Twenty-three consolidated cases have been sent back to state court for further proceedings after Judge Judith C. Herrera of the District of New Mexico ruled that the federal court lacked subject-matter jurisdiction over the dispute. The cases were filed last August after residents of the defendant care facility died from COVID-19 due to the facility’s allegedly lackadaisical response. The complaint names Life Care Centers of America Inc., its New Mexico-based subsidiary, and the subsidiary’s executive director (collectively, Life Care Centers) as defendants.

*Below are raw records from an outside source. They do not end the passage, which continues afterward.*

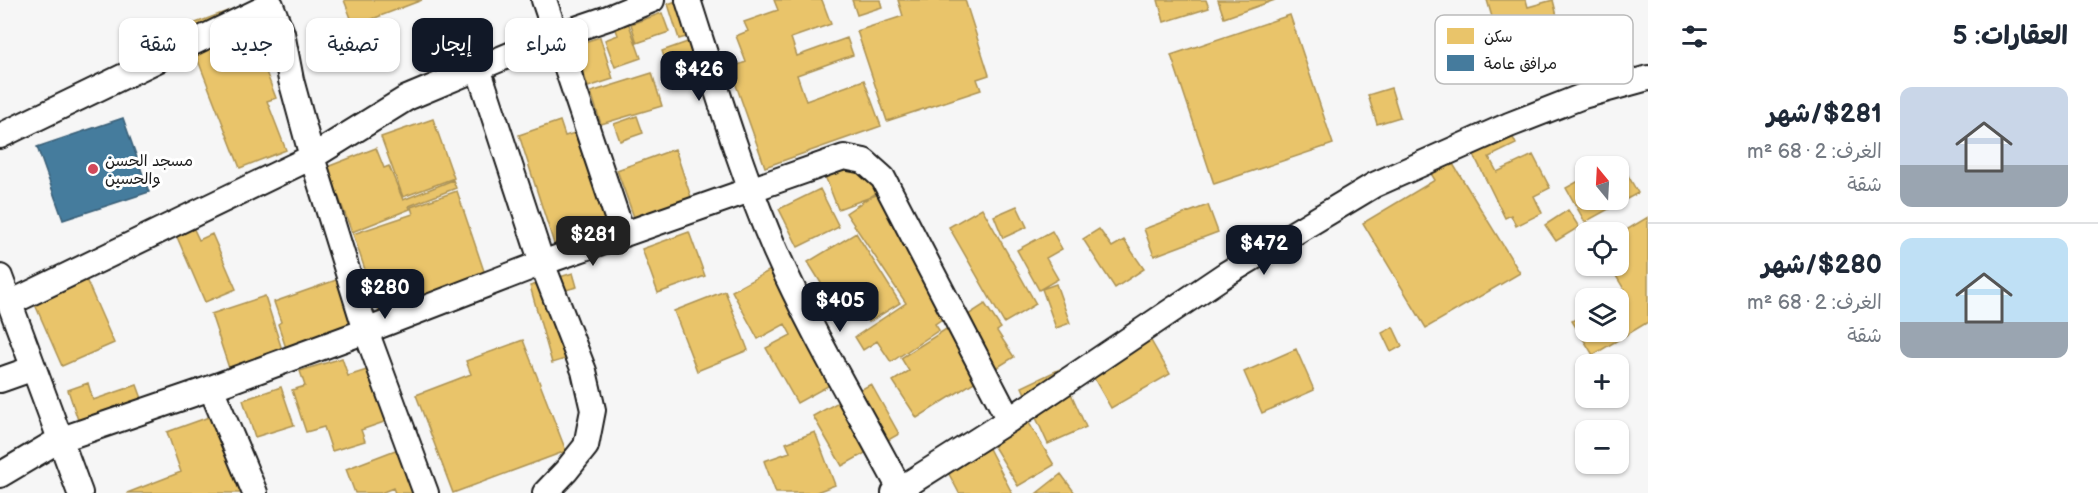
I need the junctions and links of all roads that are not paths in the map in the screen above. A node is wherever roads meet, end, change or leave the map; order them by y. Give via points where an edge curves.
1 (544, 0) edge
2 (652, 0) edge
3 (688, 0) edge
4 (273, 2) edge
5 (550, 18) edge
6 (588, 25) edge
7 (469, 72) edge
8 (479, 72) edge
9 (567, 72) edge
10 (1648, 78) edge
11 (1633, 82) edge
12 (1628, 84) edge
13 (0, 136) edge
14 (312, 157) junction
15 (751, 191) junction
16 (623, 235) junction
17 (542, 262) junction
18 (0, 277) edge
19 (10, 303) junction
20 (366, 331) junction
21 (34, 368) junction
22 (0, 380) edge
23 (211, 388) junction
24 (1009, 420) junction
25 (59, 440) junction
26 (0, 475) edge
27 (897, 491) edge
28 (80, 493) edge
29 (255, 493) edge
30 (426, 493) edge
31 (545, 493) edge

1 - 5 street
2 - 6 street
3 - 15 street
4 - 13 street
4 - 14 street
7 - 14 street via 407,98
8 - 17 street
9 - 16 street
10 - 11 street
12 - 24 street via 1573,100 1374,185 1226,274
14 - 19 street
14 - 20 street
15 - 16 street
15 - 24 street via 844,157 870,165 883,178
15 - 27 street via 776,251
16 - 17 street
17 - 20 street
17 - 31 street via 584,371 593,410 586,446
18 - 19 street
19 - 21 street
20 - 23 street
20 - 30 street
21 - 22 street
21 - 25 street
23 - 25 street
23 - 29 street
24 - 27 street
25 - 26 street
25 - 28 street

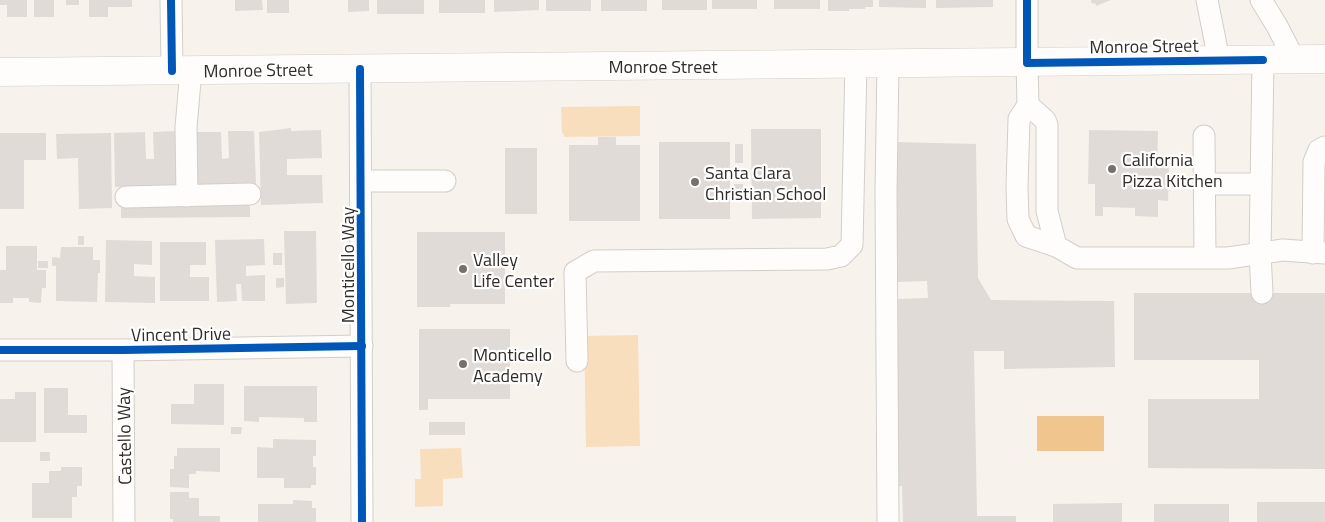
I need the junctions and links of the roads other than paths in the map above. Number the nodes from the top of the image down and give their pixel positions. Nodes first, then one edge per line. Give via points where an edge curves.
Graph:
1 (172, 0) edge
2 (1027, 0) edge
3 (1207, 0) edge
4 (1261, 0) edge
5 (1294, 59) junction
6 (1325, 59) edge
7 (1219, 60) junction
8 (1262, 60) junction
9 (1026, 63) junction
10 (856, 64) junction
11 (888, 64) junction
12 (360, 68) junction
13 (182, 71) junction
14 (0, 72) edge
15 (1028, 104) junction
16 (1204, 136) dead end
17 (1325, 147) edge
18 (361, 181) junction
19 (445, 181) dead end
20 (1204, 184) junction
21 (1260, 184) junction
22 (250, 194) dead end
23 (187, 196) junction
24 (126, 197) dead end
25 (1319, 199) edge
26 (1056, 246) junction
27 (1260, 253) junction
28 (1319, 253) edge
29 (1205, 257) junction
30 (1262, 293) dead end
31 (362, 346) junction
32 (0, 350) edge
33 (123, 350) junction
34 (577, 361) dead end
35 (124, 522) edge
36 (362, 522) edge
37 (888, 522) edge

1 - 13 street
2 - 9 street
3 - 7 street
4 - 5 street
5 - 6 main road, Monroe Street
5 - 8 main road, Monroe Street
7 - 8 main road, Monroe Street
7 - 9 main road, Monroe Street
8 - 21 street
9 - 11 main road, Monroe Street
9 - 15 street
10 - 11 main road, Monroe Street
10 - 12 main road, Monroe Street
10 - 34 street via 852,245 841,256 827,259 594,261 575,272
11 - 37 street
12 - 13 main road, Monroe Street
12 - 18 street, Monticello Way
13 - 14 main road, Monroe Street
13 - 23 street
15 - 26 street via 1047,125 1047,212
15 - 26 street via 1020,119 1018,219 1026,236
16 - 20 street
17 - 25 street via 1314,162
18 - 19 street
18 - 31 street, Monticello Way
20 - 21 street
20 - 29 street
21 - 27 street
22 - 23 street
23 - 24 street
25 - 28 street
26 - 29 street via 1077,258
27 - 28 street via 1283,250
27 - 29 street via 1228,258
27 - 30 street
31 - 33 street, Vincent Drive
31 - 36 street, Monticello Way
32 - 33 street, Vincent Drive
33 - 35 street, Castello Way

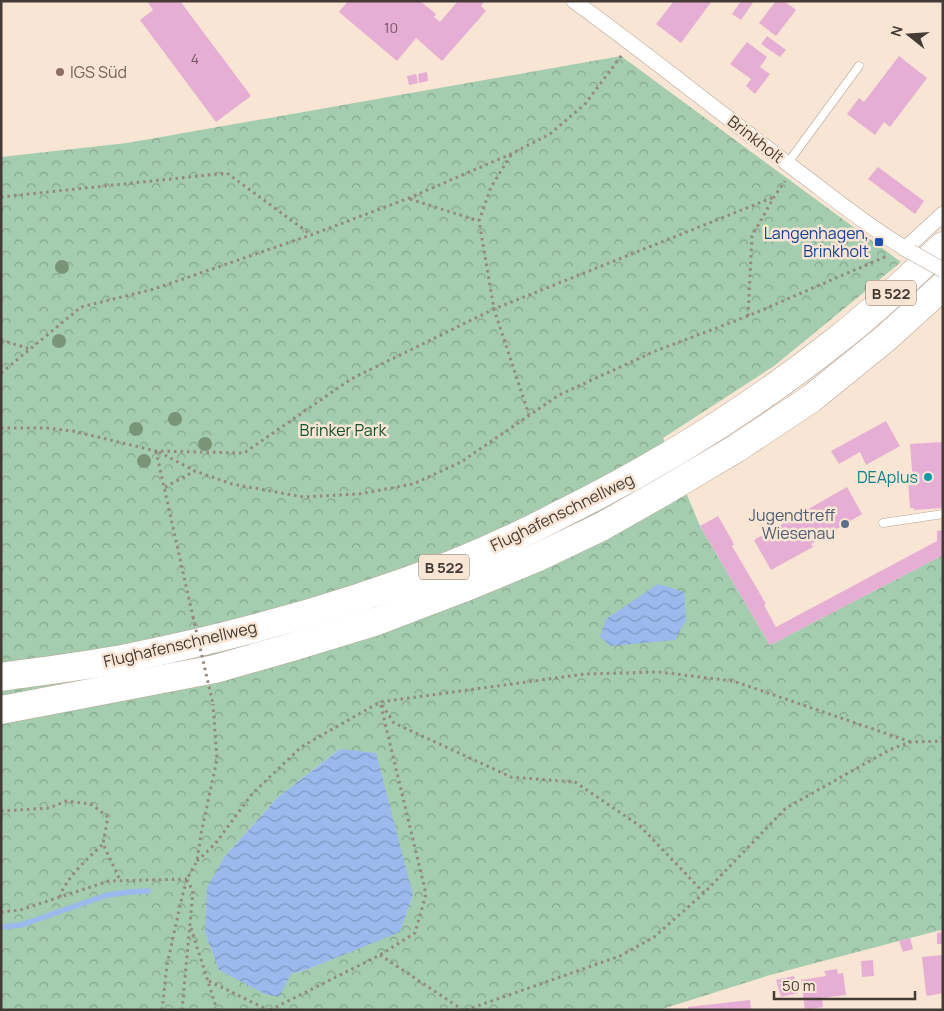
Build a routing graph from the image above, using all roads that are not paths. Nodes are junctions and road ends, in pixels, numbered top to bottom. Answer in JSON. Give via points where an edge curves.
{"nodes":[{"id":1,"x":574,"y":1,"type":"edge"},
{"id":2,"x":859,"y":66,"type":"dead end"},
{"id":3,"x":791,"y":166,"type":"junction"},
{"id":4,"x":943,"y":214,"type":"edge"},
{"id":5,"x":943,"y":246,"type":"edge"},
{"id":6,"x":908,"y":250,"type":"junction"},
{"id":7,"x":943,"y":270,"type":"edge"},
{"id":8,"x":943,"y":286,"type":"edge"},
{"id":9,"x":943,"y":514,"type":"edge"},
{"id":10,"x":883,"y":523,"type":"dead end"},
{"id":11,"x":1,"y":677,"type":"edge"},
{"id":12,"x":1,"y":710,"type":"edge"}],
"edges":[{"from":1,"to":3,"type":"street","name":"Brinkholt"},
{"from":2,"to":3,"type":"lane"},
{"from":3,"to":6,"type":"street","name":"Brinkholt","via":[[884,236]]},
{"from":4,"to":6,"type":"street"},
{"from":5,"to":11,"type":"highway","name":"Flughafenschnellweg","number":"B 522","via":[[838,340],[718,426],[645,470],[521,535],[453,564],[284,620],[125,658]]},
{"from":6,"to":7,"type":"street","name":"Brinkholt","bridge":true},
{"from":8,"to":12,"type":"highway","name":"Flughafenschnellweg","number":"B 522","via":[[812,398],[627,513],[536,558],[376,621],[232,664]]},
{"from":9,"to":10,"type":"lane"}]}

Wednesday’s decision explained the plaintiffs’ argument that “despite notice of the spread of COVID-19, none of the Defendants did anything to institute an appropriate facility plan to prevent the spread, and Defendants instructed staff not to wear masks, ordered all testing swabs destroyed without being tested, failed to sterilize equipment, reused N95 masks and nursing gowns without sterilization, required staff with COVID-19 symptoms to continue to work, and later, used the same HVAC system for quarantined and non-quarantined residents.”
In October 2020, Life Care Centers removed each complaint on the basis of federal question jurisdiction, asserting that the Public Readiness and Emergency Preparedness Act (PREP Act) sets forth “an exclusive remedy for the substance of the allegations and relief sought, and thus, expressly preempts state law.” The plaintiffs countered that the PREP Act does not completely preempt their state law tort claims.
The court agreed, finding that the PREP Act provisions that create civil enforcement remedies do not cover the plaintiffs’ allegations. Therefore, Judge Herrera reasoned, Congress did not intend to permit removal of the asserted state law claims. After remand, the cases will proceed in the First Judicial District Court in Santa Fe, New Mexico.